The great Indian Kitchen (Movie Review and learnings)

Samveg Shah
3 min readJun 6, 2023

The great Indian Kitchen is a Malayalam movie by Jeo Baby. Although it was clear that the movie was filming on low budget it expertly brings out the ideas and views of director clearly and loudly. He enlightens the suffering of each and every woman in our country with his tail.

Although the title suggests a topic relating to cooking, the film is actually about the women who owns those kitchens, the first few days of a newlywed in her new house, and the amount of work that goes into creating Indian traditional cuisine. Above all, it’s about the male-dominance or patriarchy that has long been prevalent in our culture, where women are oppressed and eventually forced to forget their particular ambitions and desires in their new homes.

In The Great Indian Kitchen, the wife has a seemingly simple objective: she wants an equitable relationship with her partner, one that allows her to have a meal with him, enclose in her own home. Because this is the story of the ideal Indian housewife, and so we are not given her name. Which strongly symbolises the protagonist as the voice for all her fellow suffering Indian housewives.

Each day she works, cooks, cleans, peels, chops, serves, cleans up after herself, sweeps, and mop the floor. He consumes food and she’s been thrown off her feet. He sits quietly, performing yoga — inhaling and exhaling. This momentous cycle keeps on repeating and repeating until she breaks down further in the movie.

The protagonist in the movie is suffering from so called ‘silent abuse’-

They have their wives do the simplest tasks such as finding and providing their slippers when they go out, reducing and looking them as nothing but a servant of the house. It’s one of many responsibilities and obligations that a submissive women carry out without question — to the uninitiated eye, it’s a subtle type of servitude. The film illustrates a distinct type of domestic violence that does not include explicit cruelty. They don’t raise their voice or raise an arm, yet they do inflict a profound harm. When the family’s workhorse, the mother-in-law, had to flee due to family problem, the wife assumes the role of chief servant. That’s when the cracks start to show — both literally and metaphorically.

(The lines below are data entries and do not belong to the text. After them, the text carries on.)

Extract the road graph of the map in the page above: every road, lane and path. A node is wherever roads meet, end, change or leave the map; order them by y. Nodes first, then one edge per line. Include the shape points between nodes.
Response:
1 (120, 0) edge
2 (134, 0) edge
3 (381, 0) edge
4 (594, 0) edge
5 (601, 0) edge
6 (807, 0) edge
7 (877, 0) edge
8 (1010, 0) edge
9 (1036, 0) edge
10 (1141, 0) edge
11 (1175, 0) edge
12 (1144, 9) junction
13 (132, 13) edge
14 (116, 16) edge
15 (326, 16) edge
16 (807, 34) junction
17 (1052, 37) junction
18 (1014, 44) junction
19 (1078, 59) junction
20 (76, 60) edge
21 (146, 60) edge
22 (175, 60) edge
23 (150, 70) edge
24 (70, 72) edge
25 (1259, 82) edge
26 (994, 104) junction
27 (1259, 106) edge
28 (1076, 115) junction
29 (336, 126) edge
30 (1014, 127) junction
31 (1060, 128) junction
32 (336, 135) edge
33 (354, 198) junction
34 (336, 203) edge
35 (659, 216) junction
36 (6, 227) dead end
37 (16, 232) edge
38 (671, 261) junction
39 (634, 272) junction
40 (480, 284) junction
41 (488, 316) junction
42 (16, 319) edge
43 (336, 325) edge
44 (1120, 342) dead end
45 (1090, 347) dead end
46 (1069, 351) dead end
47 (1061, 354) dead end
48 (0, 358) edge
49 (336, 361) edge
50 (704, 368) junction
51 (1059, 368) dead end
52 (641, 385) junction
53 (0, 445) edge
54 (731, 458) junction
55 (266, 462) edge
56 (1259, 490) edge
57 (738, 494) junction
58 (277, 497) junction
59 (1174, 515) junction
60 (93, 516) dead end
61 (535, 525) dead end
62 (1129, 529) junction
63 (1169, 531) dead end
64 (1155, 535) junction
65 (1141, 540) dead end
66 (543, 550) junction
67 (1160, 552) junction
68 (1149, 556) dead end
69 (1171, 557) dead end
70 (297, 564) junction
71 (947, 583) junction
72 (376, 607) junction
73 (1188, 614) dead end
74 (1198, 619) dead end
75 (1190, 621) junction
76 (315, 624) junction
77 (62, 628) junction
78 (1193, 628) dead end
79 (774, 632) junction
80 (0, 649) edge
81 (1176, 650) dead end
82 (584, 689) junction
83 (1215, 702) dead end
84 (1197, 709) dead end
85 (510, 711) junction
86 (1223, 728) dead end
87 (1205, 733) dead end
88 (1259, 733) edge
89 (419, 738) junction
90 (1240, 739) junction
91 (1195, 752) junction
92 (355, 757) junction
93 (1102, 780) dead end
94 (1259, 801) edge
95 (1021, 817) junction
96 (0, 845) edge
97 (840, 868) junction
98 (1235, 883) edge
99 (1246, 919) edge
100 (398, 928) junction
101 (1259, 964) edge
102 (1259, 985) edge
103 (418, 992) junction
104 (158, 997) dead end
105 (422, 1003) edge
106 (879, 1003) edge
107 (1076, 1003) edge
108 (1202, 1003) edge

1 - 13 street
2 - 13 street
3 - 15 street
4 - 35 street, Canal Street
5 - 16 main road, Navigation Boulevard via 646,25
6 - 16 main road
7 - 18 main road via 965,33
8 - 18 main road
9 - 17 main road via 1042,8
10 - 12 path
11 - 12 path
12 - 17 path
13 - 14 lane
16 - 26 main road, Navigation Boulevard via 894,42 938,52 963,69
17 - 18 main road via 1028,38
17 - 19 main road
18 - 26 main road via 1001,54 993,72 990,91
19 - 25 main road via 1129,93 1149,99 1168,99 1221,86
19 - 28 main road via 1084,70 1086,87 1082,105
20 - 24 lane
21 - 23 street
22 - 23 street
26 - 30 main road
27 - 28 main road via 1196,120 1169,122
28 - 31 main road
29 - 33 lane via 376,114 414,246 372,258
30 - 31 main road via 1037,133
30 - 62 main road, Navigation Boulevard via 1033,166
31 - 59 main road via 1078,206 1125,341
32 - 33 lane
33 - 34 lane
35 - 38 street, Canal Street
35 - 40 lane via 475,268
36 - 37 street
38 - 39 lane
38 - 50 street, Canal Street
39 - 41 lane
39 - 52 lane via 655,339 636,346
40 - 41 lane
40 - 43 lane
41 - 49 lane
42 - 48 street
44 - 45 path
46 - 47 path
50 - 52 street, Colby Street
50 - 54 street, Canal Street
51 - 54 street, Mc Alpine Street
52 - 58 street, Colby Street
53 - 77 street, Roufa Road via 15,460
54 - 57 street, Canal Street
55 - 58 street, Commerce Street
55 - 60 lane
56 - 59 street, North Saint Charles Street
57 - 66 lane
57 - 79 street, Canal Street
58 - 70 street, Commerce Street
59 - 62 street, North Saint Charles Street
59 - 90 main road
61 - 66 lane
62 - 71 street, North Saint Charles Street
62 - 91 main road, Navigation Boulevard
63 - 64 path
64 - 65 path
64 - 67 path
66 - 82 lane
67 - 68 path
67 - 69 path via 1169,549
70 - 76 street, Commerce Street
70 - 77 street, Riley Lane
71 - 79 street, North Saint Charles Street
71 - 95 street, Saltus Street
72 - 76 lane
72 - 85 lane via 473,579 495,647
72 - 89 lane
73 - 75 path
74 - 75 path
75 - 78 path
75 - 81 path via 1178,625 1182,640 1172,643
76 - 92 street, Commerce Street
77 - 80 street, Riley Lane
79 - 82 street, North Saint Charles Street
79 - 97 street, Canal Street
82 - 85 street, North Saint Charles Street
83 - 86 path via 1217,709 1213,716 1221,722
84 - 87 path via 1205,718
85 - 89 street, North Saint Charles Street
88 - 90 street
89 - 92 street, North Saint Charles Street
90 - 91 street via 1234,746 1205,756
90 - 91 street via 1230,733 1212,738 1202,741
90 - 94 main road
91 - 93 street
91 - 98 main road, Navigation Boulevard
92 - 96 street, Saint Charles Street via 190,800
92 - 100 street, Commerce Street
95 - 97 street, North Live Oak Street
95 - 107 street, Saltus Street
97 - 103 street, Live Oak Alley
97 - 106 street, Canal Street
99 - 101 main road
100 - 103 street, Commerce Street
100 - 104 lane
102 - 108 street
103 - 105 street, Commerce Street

The Great Indian Kitchen isn’t just powerful because of its subject matter. Through the cinematography of the film, director Baby captivates the spectator in the wife’s sorrow in a unique way. Consider the moment in which the wife stands at the kitchen’s door, staring at it a little longer than normal. She was a dancer in a prior in her life. Now she’s a homemaker who has to juggle pots and pans while dealing with a damaged drain pipe. The pipe represents a rift in her marriage to her spouse, unravelling like their marriage and being disregarded by him till the end.

Sajayan masterfully enacts the wife’s agony; it’s evident that she wants to escape out of this nightmare that she lived in, even if it’s just for a day. Thanks to subtle acting performance and limited background music, the film engages us in the scene and makes the movie more relatable to the audience thus builds a psychological contact between the spectator and the characters.

The film showcases the supposed stereotypes of a typical Indian women (housewife). It shows various problems that are faces my many Indian women each day. Reducing their partners just to a subject of pleasure and housework. The director also showcases the problem of Bodily Autonomy- Sex and Menstruation.

The woman’s body in TGIK is merely seen in as a pair of hands monotonously revolves between the dirty dishes and the stoves when not that a vagina is assumed to that be ready for their husband’s pleasure when she is not bleeding.